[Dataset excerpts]
--------------------------------

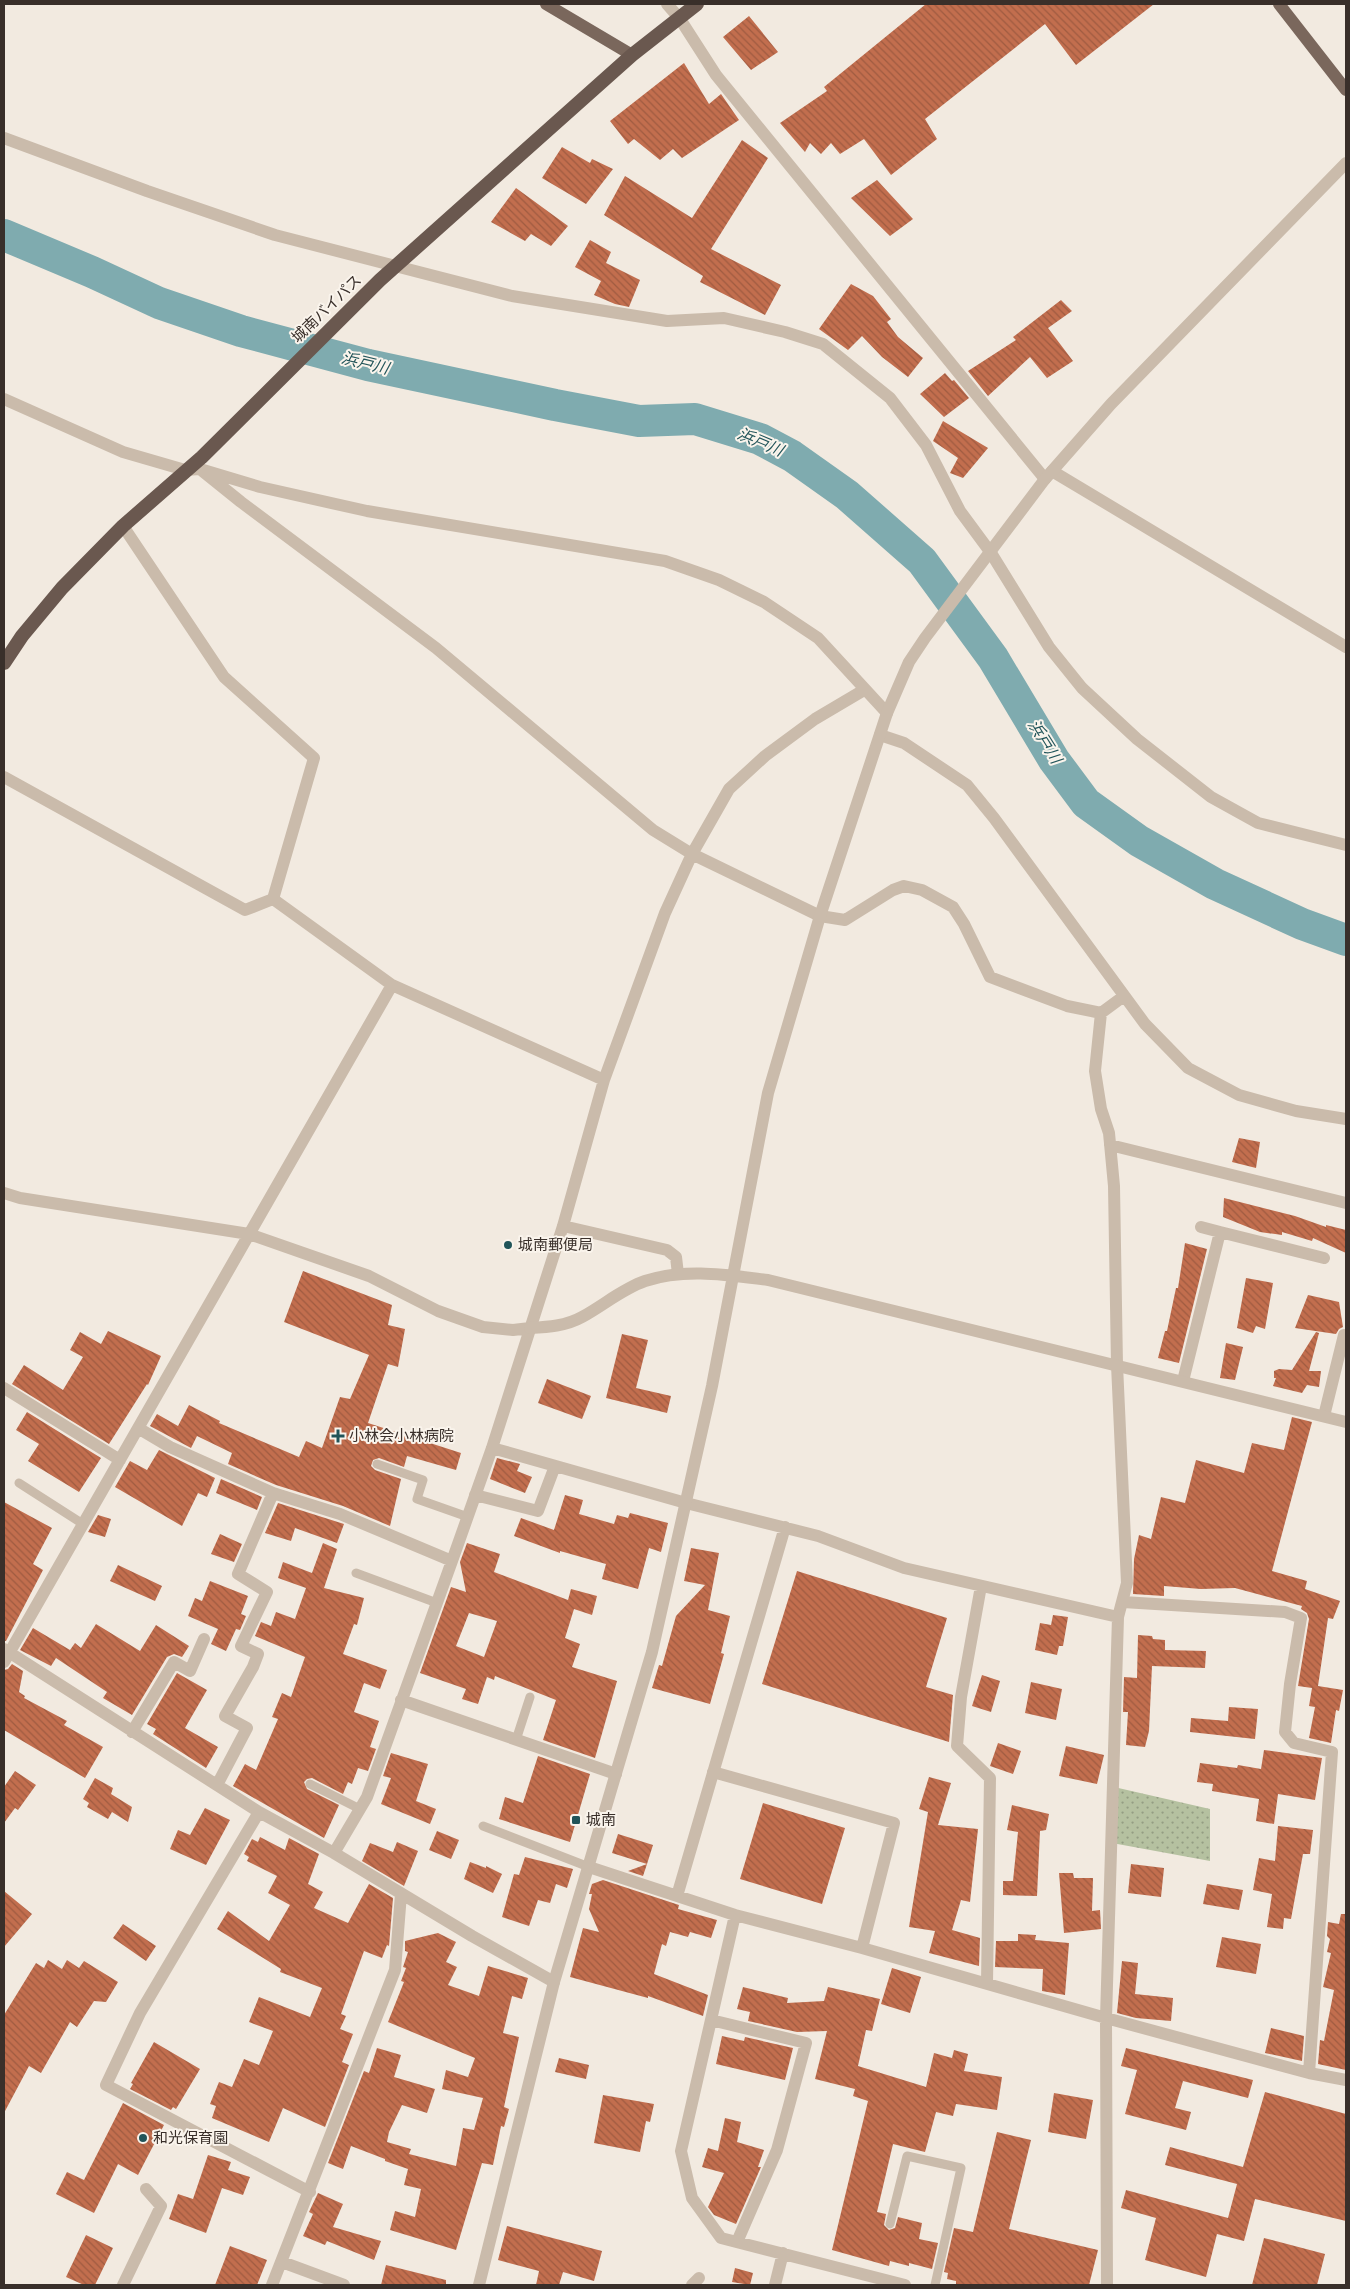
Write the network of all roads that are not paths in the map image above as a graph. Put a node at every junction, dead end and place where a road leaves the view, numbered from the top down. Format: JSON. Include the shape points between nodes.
{"nodes":[{"id":1,"x":546,"y":4,"type":"edge"},
{"id":2,"x":667,"y":4,"type":"edge"},
{"id":3,"x":698,"y":4,"type":"edge"},
{"id":4,"x":1280,"y":4,"type":"edge"},
{"id":5,"x":680,"y":19,"type":"junction"},
{"id":6,"x":632,"y":55,"type":"junction"},
{"id":7,"x":1346,"y":90,"type":"edge"},
{"id":8,"x":4,"y":138,"type":"edge"},
{"id":9,"x":1346,"y":163,"type":"edge"},
{"id":10,"x":394,"y":266,"type":"junction"},
{"id":11,"x":4,"y":399,"type":"edge"},
{"id":12,"x":201,"y":463,"type":"junction"},
{"id":13,"x":185,"y":470,"type":"junction"},
{"id":14,"x":1049,"y":475,"type":"junction"},
{"id":15,"x":123,"y":526,"type":"junction"},
{"id":16,"x":991,"y":553,"type":"junction"},
{"id":17,"x":1346,"y":647,"type":"edge"},
{"id":18,"x":4,"y":663,"type":"edge"},
{"id":19,"x":864,"y":690,"type":"junction"},
{"id":20,"x":887,"y":713,"type":"junction"},
{"id":21,"x":880,"y":735,"type":"junction"},
{"id":22,"x":4,"y":777,"type":"edge"},
{"id":23,"x":1346,"y":845,"type":"edge"},
{"id":24,"x":692,"y":854,"type":"junction"},
{"id":25,"x":273,"y":899,"type":"junction"},
{"id":26,"x":820,"y":916,"type":"junction"},
{"id":27,"x":392,"y":985,"type":"junction"},
{"id":28,"x":1124,"y":996,"type":"junction"},
{"id":29,"x":1101,"y":1013,"type":"junction"},
{"id":30,"x":604,"y":1080,"type":"junction"},
{"id":31,"x":1346,"y":1119,"type":"edge"},
{"id":32,"x":1110,"y":1145,"type":"junction"},
{"id":33,"x":4,"y":1193,"type":"edge"},
{"id":34,"x":1346,"y":1203,"type":"edge"},
{"id":35,"x":563,"y":1226,"type":"junction"},
{"id":36,"x":1202,"y":1227,"type":"dead end"},
{"id":37,"x":1220,"y":1232,"type":"junction"},
{"id":38,"x":249,"y":1234,"type":"junction"},
{"id":39,"x":1324,"y":1258,"type":"dead end"},
{"id":40,"x":678,"y":1274,"type":"junction"},
{"id":41,"x":734,"y":1275,"type":"junction"},
{"id":42,"x":530,"y":1328,"type":"junction"},
{"id":43,"x":1344,"y":1335,"type":"dead end"},
{"id":44,"x":1117,"y":1365,"type":"junction"},
{"id":45,"x":1183,"y":1381,"type":"junction"},
{"id":46,"x":4,"y":1388,"type":"edge"},
{"id":47,"x":1324,"y":1416,"type":"junction"},
{"id":48,"x":1346,"y":1422,"type":"edge"},
{"id":49,"x":138,"y":1428,"type":"junction"},
{"id":50,"x":492,"y":1448,"type":"junction"},
{"id":51,"x":120,"y":1460,"type":"junction"},
{"id":52,"x":377,"y":1464,"type":"dead end"},
{"id":53,"x":555,"y":1466,"type":"junction"},
{"id":54,"x":19,"y":1483,"type":"dead end"},
{"id":55,"x":272,"y":1493,"type":"junction"},
{"id":56,"x":475,"y":1495,"type":"junction"},
{"id":57,"x":686,"y":1503,"type":"junction"},
{"id":58,"x":468,"y":1517,"type":"junction"},
{"id":59,"x":83,"y":1524,"type":"junction"},
{"id":60,"x":784,"y":1527,"type":"junction"},
{"id":61,"x":452,"y":1561,"type":"junction"},
{"id":62,"x":356,"y":1573,"type":"dead end"},
{"id":63,"x":980,"y":1586,"type":"junction"},
{"id":64,"x":1122,"y":1602,"type":"junction"},
{"id":65,"x":437,"y":1603,"type":"junction"},
{"id":66,"x":1118,"y":1617,"type":"junction"},
{"id":67,"x":204,"y":1638,"type":"dead end"},
{"id":68,"x":5,"y":1655,"type":"edge"},
{"id":69,"x":530,"y":1697,"type":"dead end"},
{"id":70,"x":402,"y":1700,"type":"junction"},
{"id":71,"x":132,"y":1732,"type":"junction"},
{"id":72,"x":516,"y":1740,"type":"junction"},
{"id":73,"x":713,"y":1772,"type":"junction"},
{"id":74,"x":616,"y":1774,"type":"junction"},
{"id":75,"x":310,"y":1784,"type":"dead end"},
{"id":76,"x":217,"y":1786,"type":"junction"},
{"id":77,"x":360,"y":1809,"type":"junction"},
{"id":78,"x":258,"y":1812,"type":"junction"},
{"id":79,"x":483,"y":1826,"type":"dead end"},
{"id":80,"x":334,"y":1853,"type":"junction"},
{"id":81,"x":589,"y":1867,"type":"junction"},
{"id":82,"x":401,"y":1894,"type":"junction"},
{"id":83,"x":677,"y":1896,"type":"junction"},
{"id":84,"x":735,"y":1915,"type":"junction"},
{"id":85,"x":862,"y":1948,"type":"junction"},
{"id":86,"x":554,"y":1982,"type":"junction"},
{"id":87,"x":987,"y":1983,"type":"junction"},
{"id":88,"x":1106,"y":2018,"type":"junction"},
{"id":89,"x":711,"y":2020,"type":"junction"},
{"id":90,"x":1309,"y":2072,"type":"junction"},
{"id":91,"x":1346,"y":2080,"type":"edge"},
{"id":92,"x":146,"y":2188,"type":"dead end"},
{"id":93,"x":310,"y":2192,"type":"junction"},
{"id":94,"x":890,"y":2224,"type":"dead end"},
{"id":95,"x":737,"y":2242,"type":"junction"},
{"id":96,"x":783,"y":2253,"type":"junction"},
{"id":97,"x":282,"y":2262,"type":"junction"},
{"id":98,"x":869,"y":2281,"type":"edge"},
{"id":99,"x":123,"y":2285,"type":"edge"},
{"id":100,"x":272,"y":2285,"type":"edge"},
{"id":101,"x":344,"y":2285,"type":"edge"},
{"id":102,"x":479,"y":2285,"type":"edge"},
{"id":103,"x":775,"y":2285,"type":"edge"},
{"id":104,"x":905,"y":2285,"type":"edge"},
{"id":105,"x":935,"y":2285,"type":"edge"},
{"id":106,"x":1107,"y":2285,"type":"edge"}],
"edges":[{"from":1,"to":6,"type":"main road"},
{"from":2,"to":5,"type":"street"},
{"from":3,"to":5,"type":"highway","name":"城南バイパス"},
{"from":4,"to":7,"type":"main road"},
{"from":5,"to":6,"type":"highway","name":"城南バイパス"},
{"from":5,"to":14,"type":"street","via":[[716,75]]},
{"from":6,"to":10,"type":"highway","name":"城南バイパス"},
{"from":8,"to":10,"type":"street","via":[[275,235]]},
{"from":9,"to":14,"type":"street","via":[[1111,404]]},
{"from":10,"to":12,"type":"highway","name":"城南バイパス"},
{"from":10,"to":16,"type":"street","via":[[512,296],[667,322],[724,318],[823,344],[890,398],[926,446],[960,512]]},
{"from":11,"to":13,"type":"street","via":[[123,452]]},
{"from":12,"to":13,"type":"highway","name":"城南バイパス"},
{"from":12,"to":19,"type":"street","via":[[260,487],[367,511],[664,561],[719,580],[764,602],[818,638]]},
{"from":12,"to":24,"type":"street","via":[[241,502],[436,648],[653,830]]},
{"from":13,"to":15,"type":"highway","name":"城南バイパス"},
{"from":14,"to":16,"type":"street"},
{"from":14,"to":17,"type":"street"},
{"from":15,"to":18,"type":"highway","name":"城南バイパス","via":[[62,588]]},
{"from":15,"to":25,"type":"street","via":[[224,677],[314,758]]},
{"from":16,"to":20,"type":"street","via":[[909,662]]},
{"from":16,"to":23,"type":"street","via":[[1049,647],[1082,688],[1137,739],[1210,798],[1258,823]]},
{"from":19,"to":20,"type":"street"},
{"from":19,"to":24,"type":"street","via":[[815,719],[765,756],[729,789]]},
{"from":20,"to":21,"type":"street"},
{"from":21,"to":26,"type":"street"},
{"from":21,"to":28,"type":"street","via":[[904,743],[967,785]]},
{"from":22,"to":25,"type":"street","via":[[245,910]]},
{"from":24,"to":26,"type":"street"},
{"from":24,"to":30,"type":"street","via":[[665,913]]},
{"from":25,"to":27,"type":"street"},
{"from":26,"to":29,"type":"street","via":[[846,920],[904,886],[922,890],[953,907],[990,977],[1067,1006]]},
{"from":26,"to":41,"type":"street","via":[[768,1093]]},
{"from":27,"to":30,"type":"street"},
{"from":27,"to":38,"type":"street"},
{"from":28,"to":29,"type":"street"},
{"from":28,"to":31,"type":"street","via":[[1145,1024],[1188,1068],[1239,1096],[1296,1111]]},
{"from":29,"to":32,"type":"street","via":[[1095,1071]]},
{"from":30,"to":35,"type":"street"},
{"from":32,"to":34,"type":"street"},
{"from":32,"to":44,"type":"street","via":[[1114,1186]]},
{"from":33,"to":38,"type":"street"},
{"from":35,"to":40,"type":"street","via":[[667,1250],[676,1258]]},
{"from":35,"to":42,"type":"street"},
{"from":36,"to":37,"type":"street"},
{"from":37,"to":39,"type":"street"},
{"from":37,"to":45,"type":"street"},
{"from":38,"to":42,"type":"street","via":[[369,1276],[438,1310],[483,1327]]},
{"from":38,"to":49,"type":"street"},
{"from":40,"to":41,"type":"street"},
{"from":40,"to":42,"type":"street","via":[[646,1281],[611,1297],[581,1318],[554,1327]]},
{"from":41,"to":44,"type":"street","via":[[768,1280]]},
{"from":41,"to":57,"type":"street"},
{"from":42,"to":50,"type":"street"},
{"from":43,"to":47,"type":"street"},
{"from":44,"to":45,"type":"street"},
{"from":44,"to":64,"type":"street","via":[[1127,1583]]},
{"from":45,"to":47,"type":"street"},
{"from":46,"to":51,"type":"street"},
{"from":47,"to":48,"type":"street"},
{"from":49,"to":51,"type":"street"},
{"from":49,"to":55,"type":"street","via":[[170,1447]]},
{"from":50,"to":53,"type":"street"},
{"from":50,"to":56,"type":"street"},
{"from":51,"to":59,"type":"street"},
{"from":52,"to":58,"type":"lane","via":[[422,1480],[417,1499]]},
{"from":53,"to":56,"type":"street","via":[[538,1511]]},
{"from":53,"to":57,"type":"street"},
{"from":54,"to":59,"type":"lane"},
{"from":55,"to":61,"type":"street","via":[[340,1514]]},
{"from":55,"to":76,"type":"street","via":[[238,1574],[267,1592],[241,1646],[258,1654],[225,1716],[247,1728]]},
{"from":56,"to":58,"type":"street"},
{"from":57,"to":60,"type":"street"},
{"from":57,"to":74,"type":"street","via":[[652,1652]]},
{"from":58,"to":61,"type":"street"},
{"from":59,"to":68,"type":"street"},
{"from":60,"to":63,"type":"street","via":[[904,1568]]},
{"from":60,"to":73,"type":"street"},
{"from":61,"to":65,"type":"street"},
{"from":62,"to":65,"type":"lane"},
{"from":63,"to":66,"type":"street"},
{"from":63,"to":87,"type":"street","via":[[961,1697],[957,1746],[990,1778]]},
{"from":64,"to":66,"type":"street"},
{"from":64,"to":90,"type":"street","via":[[1285,1612],[1301,1618],[1285,1732],[1294,1743],[1332,1752]]},
{"from":65,"to":70,"type":"street"},
{"from":66,"to":88,"type":"street"},
{"from":67,"to":71,"type":"street","via":[[190,1671],[174,1662]]},
{"from":68,"to":71,"type":"street"},
{"from":69,"to":72,"type":"lane"},
{"from":70,"to":72,"type":"street"},
{"from":70,"to":77,"type":"street"},
{"from":71,"to":76,"type":"street"},
{"from":72,"to":74,"type":"street"},
{"from":73,"to":83,"type":"street"},
{"from":73,"to":85,"type":"street","via":[[894,1823]]},
{"from":74,"to":81,"type":"street"},
{"from":75,"to":77,"type":"lane"},
{"from":76,"to":78,"type":"street"},
{"from":77,"to":80,"type":"street"},
{"from":78,"to":80,"type":"street"},
{"from":78,"to":93,"type":"street","via":[[140,2013],[106,2085]]},
{"from":79,"to":81,"type":"lane"},
{"from":80,"to":82,"type":"street"},
{"from":81,"to":83,"type":"street"},
{"from":81,"to":86,"type":"street"},
{"from":82,"to":86,"type":"street"},
{"from":82,"to":93,"type":"street","via":[[395,1970]]},
{"from":83,"to":84,"type":"street"},
{"from":84,"to":85,"type":"street"},
{"from":84,"to":89,"type":"street"},
{"from":85,"to":87,"type":"street"},
{"from":86,"to":102,"type":"street"},
{"from":87,"to":88,"type":"street"},
{"from":88,"to":90,"type":"street"},
{"from":88,"to":106,"type":"street"},
{"from":89,"to":95,"type":"street","via":[[681,2151],[692,2198],[721,2238]]},
{"from":89,"to":95,"type":"street","via":[[806,2043],[777,2150]]},
{"from":90,"to":91,"type":"street"},
{"from":92,"to":99,"type":"street","via":[[161,2206]]},
{"from":93,"to":97,"type":"street"},
{"from":94,"to":105,"type":"lane","via":[[907,2156],[961,2168]]},
{"from":95,"to":96,"type":"street"},
{"from":96,"to":98,"type":"street"},
{"from":96,"to":103,"type":"street"},
{"from":97,"to":100,"type":"street"},
{"from":97,"to":101,"type":"street"},
{"from":98,"to":104,"type":"street"}]}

--------------------------------

**TASK REQUIREMENTS:** The word to look for is "road"; copy out every line of the entries that holds it.

**PROBLEM SOLUTION:**
Write the network of all roads that are not paths in the map image above as a graph. Put a node at every junction, dead end and place where a road leaves the view, numbered from the top down. Format: JSON. Include the shape points between nodes.
"edges":[{"from":1,"to":6,"type":"main road"},
{"from":4,"to":7,"type":"main road"},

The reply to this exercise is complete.